# Work required
Go over the entries and report the lines where the word "dead" occurs.

§ §

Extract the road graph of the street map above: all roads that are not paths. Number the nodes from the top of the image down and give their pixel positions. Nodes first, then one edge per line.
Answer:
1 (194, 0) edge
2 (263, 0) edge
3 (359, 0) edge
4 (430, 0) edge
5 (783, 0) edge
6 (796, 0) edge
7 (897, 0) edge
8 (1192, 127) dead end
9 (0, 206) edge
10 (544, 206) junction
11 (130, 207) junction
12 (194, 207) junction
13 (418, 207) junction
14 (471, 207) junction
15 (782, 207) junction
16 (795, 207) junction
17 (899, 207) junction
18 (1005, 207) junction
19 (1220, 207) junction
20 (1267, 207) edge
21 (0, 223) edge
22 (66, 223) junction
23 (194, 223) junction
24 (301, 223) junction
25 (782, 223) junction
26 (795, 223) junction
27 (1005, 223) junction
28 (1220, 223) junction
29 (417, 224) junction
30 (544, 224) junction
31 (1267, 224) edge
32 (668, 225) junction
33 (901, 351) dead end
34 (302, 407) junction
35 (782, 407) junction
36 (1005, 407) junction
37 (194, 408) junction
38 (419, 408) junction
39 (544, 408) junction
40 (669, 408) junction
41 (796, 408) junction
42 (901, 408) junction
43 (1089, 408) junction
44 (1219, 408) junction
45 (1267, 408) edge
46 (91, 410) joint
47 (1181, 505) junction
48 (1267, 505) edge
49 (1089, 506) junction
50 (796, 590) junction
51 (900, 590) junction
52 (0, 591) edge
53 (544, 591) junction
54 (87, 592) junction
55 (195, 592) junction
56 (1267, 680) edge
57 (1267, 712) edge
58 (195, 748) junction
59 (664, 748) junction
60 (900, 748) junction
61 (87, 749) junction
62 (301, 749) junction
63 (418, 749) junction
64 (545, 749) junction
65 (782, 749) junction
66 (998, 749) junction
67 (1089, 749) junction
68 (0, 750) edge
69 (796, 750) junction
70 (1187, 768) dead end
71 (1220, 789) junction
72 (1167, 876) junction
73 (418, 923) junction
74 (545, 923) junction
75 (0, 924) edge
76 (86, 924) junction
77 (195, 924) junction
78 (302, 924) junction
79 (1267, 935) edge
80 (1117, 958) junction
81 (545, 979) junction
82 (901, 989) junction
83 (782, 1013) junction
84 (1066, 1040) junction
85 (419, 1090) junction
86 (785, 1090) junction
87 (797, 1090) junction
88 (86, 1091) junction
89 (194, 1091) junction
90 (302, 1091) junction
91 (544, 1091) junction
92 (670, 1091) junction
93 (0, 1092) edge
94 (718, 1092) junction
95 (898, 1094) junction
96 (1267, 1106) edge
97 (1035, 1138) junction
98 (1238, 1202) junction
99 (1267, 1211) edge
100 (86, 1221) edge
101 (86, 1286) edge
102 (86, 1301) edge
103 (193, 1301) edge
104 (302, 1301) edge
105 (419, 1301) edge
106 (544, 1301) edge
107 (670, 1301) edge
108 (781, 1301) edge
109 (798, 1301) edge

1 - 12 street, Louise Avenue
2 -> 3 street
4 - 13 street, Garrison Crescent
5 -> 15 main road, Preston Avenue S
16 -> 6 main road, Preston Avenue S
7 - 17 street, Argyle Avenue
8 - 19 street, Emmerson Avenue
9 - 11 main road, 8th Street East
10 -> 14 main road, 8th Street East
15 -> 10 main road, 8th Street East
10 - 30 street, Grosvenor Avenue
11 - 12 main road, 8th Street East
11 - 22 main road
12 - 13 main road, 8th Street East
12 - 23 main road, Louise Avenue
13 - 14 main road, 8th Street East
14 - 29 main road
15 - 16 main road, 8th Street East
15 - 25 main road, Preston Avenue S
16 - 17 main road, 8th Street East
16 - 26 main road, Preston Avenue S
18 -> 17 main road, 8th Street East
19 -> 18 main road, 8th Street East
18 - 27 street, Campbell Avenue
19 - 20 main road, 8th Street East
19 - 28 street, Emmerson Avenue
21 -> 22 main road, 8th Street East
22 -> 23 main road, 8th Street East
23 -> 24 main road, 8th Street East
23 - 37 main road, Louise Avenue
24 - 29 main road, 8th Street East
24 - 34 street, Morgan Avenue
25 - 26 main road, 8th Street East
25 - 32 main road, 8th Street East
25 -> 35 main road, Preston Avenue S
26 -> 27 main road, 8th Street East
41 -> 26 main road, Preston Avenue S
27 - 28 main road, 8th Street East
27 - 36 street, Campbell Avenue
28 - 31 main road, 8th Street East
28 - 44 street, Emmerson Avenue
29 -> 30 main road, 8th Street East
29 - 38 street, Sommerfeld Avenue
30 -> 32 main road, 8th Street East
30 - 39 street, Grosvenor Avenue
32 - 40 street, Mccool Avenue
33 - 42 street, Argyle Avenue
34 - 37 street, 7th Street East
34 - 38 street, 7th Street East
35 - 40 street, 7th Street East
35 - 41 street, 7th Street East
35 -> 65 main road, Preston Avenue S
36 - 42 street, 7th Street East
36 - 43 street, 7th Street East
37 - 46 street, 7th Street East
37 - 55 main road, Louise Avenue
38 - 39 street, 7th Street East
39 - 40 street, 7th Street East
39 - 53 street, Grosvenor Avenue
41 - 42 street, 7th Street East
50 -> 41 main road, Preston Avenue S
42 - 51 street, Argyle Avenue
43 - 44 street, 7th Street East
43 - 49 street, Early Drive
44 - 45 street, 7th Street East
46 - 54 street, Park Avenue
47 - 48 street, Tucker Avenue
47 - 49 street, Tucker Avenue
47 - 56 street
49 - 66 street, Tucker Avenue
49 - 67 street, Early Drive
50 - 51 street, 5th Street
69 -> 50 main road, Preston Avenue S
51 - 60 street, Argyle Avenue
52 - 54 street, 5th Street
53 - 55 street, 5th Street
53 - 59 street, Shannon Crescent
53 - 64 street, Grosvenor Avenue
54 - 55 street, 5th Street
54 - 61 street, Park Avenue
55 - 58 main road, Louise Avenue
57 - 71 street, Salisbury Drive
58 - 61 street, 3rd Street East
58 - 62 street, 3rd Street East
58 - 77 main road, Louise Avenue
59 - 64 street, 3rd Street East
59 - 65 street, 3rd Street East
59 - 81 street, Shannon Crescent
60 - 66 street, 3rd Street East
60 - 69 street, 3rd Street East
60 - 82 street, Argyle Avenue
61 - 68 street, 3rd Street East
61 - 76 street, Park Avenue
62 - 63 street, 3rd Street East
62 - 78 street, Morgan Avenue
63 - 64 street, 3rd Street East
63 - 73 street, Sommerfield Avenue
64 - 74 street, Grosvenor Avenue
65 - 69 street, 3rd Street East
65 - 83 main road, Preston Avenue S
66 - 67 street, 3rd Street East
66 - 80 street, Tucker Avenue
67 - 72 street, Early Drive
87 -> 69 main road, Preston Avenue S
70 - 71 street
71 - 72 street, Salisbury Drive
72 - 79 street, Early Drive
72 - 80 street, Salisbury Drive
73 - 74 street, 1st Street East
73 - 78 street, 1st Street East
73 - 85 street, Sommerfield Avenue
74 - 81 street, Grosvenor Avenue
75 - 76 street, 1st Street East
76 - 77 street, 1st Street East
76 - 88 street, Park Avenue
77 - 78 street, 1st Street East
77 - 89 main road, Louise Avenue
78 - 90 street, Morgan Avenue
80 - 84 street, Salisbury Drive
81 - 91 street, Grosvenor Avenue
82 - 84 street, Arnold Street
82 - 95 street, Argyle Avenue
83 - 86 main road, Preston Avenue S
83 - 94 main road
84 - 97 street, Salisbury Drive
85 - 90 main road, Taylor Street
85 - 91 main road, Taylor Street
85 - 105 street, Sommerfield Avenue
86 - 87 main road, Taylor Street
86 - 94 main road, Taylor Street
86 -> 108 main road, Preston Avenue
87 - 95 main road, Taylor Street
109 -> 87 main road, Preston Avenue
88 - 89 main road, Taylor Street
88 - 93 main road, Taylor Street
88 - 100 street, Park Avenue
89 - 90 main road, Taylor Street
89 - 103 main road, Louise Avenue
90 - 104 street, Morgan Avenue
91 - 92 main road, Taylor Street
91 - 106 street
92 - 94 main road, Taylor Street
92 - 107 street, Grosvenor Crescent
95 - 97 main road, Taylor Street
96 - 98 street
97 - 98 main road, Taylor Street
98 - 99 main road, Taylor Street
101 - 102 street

§ §

# Result for this exercise
8 (1192, 127) dead end
33 (901, 351) dead end
70 (1187, 768) dead end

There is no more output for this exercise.